After generating NGS data from the sgRNA libraries used in this screen, the user must specify the best way to trim adapter sequences away from the sgRNA guides. The two options available using this workflow are (a) trimming a fixed number of bases from the 5' of each read, and then trimming down to a fixed number of bases, or (b) using a known adapter sequence to remove 5' adapters, and then trimming down to a fixed number of bases. In either case, the reads which are output by the trimming step will all have the same length (which should correspond to the length of the sgRNA guides).
To trim a fixed number of bases from the 5' of each read, use the trim_5_prime
parameter. To trim a known 5' adapter sequence, use the adapter_5_prime
parameter.
Details on sequence-based 5' adapter trimming can be found
here.
Before using this pipeline, the user must install Nextflow and configure Nextflow to use the appropriate set of computational resources which are available.
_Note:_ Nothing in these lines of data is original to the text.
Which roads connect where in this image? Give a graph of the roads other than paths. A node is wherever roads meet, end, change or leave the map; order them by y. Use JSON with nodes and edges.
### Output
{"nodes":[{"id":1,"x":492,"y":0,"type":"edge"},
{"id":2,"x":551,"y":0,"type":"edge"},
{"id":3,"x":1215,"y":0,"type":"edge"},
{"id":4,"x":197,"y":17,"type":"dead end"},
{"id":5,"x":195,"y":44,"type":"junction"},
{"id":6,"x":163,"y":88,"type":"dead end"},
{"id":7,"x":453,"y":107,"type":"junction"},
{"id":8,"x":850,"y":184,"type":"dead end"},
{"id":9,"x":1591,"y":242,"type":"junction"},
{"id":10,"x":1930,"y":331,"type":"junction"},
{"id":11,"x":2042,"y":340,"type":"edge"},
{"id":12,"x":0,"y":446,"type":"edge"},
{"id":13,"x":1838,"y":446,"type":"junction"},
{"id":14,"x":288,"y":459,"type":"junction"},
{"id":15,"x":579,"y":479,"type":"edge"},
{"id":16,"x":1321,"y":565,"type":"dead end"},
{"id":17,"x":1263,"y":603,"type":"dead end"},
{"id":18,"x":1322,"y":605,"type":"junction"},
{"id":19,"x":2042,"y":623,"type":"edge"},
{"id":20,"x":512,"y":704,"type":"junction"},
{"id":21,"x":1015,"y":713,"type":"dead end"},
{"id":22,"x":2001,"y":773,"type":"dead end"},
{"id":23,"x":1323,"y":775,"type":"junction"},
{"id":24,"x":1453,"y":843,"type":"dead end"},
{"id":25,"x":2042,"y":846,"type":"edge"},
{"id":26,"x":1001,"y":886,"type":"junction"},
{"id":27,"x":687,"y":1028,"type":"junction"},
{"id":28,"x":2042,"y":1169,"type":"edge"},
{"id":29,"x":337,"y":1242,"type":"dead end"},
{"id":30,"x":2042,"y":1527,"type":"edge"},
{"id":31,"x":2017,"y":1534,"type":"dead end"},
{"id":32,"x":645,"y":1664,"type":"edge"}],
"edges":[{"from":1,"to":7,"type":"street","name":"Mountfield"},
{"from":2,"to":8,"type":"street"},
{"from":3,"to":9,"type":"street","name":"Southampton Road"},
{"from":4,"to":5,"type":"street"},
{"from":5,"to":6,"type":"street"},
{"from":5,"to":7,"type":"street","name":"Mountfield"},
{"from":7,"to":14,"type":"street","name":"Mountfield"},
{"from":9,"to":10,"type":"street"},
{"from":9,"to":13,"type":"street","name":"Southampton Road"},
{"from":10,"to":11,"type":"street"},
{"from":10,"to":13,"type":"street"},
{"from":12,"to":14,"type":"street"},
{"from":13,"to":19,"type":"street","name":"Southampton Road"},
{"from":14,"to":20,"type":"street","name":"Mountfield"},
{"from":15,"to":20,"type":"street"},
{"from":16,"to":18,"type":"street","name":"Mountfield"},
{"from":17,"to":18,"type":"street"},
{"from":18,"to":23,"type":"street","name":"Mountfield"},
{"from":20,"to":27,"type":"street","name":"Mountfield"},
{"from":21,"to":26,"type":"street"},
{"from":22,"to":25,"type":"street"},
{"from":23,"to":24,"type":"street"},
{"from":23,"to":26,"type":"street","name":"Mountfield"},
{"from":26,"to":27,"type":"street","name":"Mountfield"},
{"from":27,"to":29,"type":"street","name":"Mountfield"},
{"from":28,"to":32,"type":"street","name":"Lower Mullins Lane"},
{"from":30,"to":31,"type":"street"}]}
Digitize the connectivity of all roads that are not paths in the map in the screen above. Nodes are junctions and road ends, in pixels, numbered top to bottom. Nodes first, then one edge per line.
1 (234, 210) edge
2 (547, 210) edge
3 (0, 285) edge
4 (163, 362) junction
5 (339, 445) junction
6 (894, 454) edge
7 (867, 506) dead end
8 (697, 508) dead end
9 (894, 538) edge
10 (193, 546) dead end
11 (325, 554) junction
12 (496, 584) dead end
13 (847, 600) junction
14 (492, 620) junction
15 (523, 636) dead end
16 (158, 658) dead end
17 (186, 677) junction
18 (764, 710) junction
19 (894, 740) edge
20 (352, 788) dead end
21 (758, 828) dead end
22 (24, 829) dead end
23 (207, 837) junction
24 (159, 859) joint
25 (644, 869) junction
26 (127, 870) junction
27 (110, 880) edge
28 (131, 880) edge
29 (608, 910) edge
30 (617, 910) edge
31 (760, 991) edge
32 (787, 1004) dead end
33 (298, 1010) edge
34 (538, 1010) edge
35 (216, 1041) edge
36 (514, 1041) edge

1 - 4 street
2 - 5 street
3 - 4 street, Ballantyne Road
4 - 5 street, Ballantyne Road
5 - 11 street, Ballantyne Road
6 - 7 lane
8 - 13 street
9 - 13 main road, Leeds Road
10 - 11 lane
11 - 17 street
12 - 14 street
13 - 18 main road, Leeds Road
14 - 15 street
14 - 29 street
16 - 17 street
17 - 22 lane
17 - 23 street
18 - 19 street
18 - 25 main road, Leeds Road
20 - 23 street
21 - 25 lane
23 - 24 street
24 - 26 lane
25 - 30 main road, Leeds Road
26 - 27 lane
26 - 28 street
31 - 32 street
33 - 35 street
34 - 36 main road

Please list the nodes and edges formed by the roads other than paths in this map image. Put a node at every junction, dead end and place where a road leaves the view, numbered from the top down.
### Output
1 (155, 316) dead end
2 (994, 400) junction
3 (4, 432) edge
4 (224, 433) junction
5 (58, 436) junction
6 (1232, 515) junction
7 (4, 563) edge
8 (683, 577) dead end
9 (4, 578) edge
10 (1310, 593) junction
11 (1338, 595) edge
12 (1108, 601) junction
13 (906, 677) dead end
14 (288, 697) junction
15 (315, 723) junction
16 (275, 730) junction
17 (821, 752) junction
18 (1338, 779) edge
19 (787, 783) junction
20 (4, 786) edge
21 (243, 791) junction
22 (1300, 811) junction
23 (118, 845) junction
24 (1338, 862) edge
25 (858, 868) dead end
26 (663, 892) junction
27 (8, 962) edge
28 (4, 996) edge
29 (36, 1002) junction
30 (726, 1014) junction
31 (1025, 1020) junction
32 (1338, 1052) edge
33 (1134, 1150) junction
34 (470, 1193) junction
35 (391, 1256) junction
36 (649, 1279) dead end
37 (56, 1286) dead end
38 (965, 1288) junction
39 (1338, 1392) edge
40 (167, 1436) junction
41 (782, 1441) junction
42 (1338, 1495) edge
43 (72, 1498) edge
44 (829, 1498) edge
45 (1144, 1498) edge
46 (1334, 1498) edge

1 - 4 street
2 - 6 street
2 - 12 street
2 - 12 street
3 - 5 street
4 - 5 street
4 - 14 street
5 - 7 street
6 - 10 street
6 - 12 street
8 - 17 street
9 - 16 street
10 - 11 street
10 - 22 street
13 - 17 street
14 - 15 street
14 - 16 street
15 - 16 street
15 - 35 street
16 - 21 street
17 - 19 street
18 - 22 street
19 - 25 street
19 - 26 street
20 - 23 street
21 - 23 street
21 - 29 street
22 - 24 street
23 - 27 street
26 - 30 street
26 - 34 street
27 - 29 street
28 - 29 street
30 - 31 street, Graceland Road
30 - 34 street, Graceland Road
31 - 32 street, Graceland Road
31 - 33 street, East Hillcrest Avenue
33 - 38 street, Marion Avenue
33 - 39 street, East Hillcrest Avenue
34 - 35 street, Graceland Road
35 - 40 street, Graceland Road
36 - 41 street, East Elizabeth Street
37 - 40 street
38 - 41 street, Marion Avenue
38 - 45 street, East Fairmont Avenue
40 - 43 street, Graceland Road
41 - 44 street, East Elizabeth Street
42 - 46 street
The software dependencies for this pipeline are managed using Docker images (instead of Conda environments), and so support must be added for Docker or Singularity as appropriate. The usage documentation listed below assumes a funcational Nextflow configuration present on the system used to run the workflow.
Usage:
nextflow run FredHutch/crispr-screen-nf
Required Arguments:
--treatment_fastq Path to FASTQ data for treatment samples
--control_fastq Path to FASTQ data for control samples
Multiple files can be specified with wildcards and commas, e.g.
/path/to/inputs/A/*.fastq.gz,/path/to/inputs/B/*.fq.gz
--library Text file describing sgRNA library
As described at https://sourceforge.net/p/mageck/wiki/input/
--output Path to output directory
--insert_length Length of sgRNA guides (default: 20)
--trim_5_prime Number of bases to trim from the 5' of each read (default: 0)
--adapter_5_prime (optional) Sequence of 5' adapter to be trimmed from each read
--organism Organism string provided for MAGeCK-Flute (default: hsa)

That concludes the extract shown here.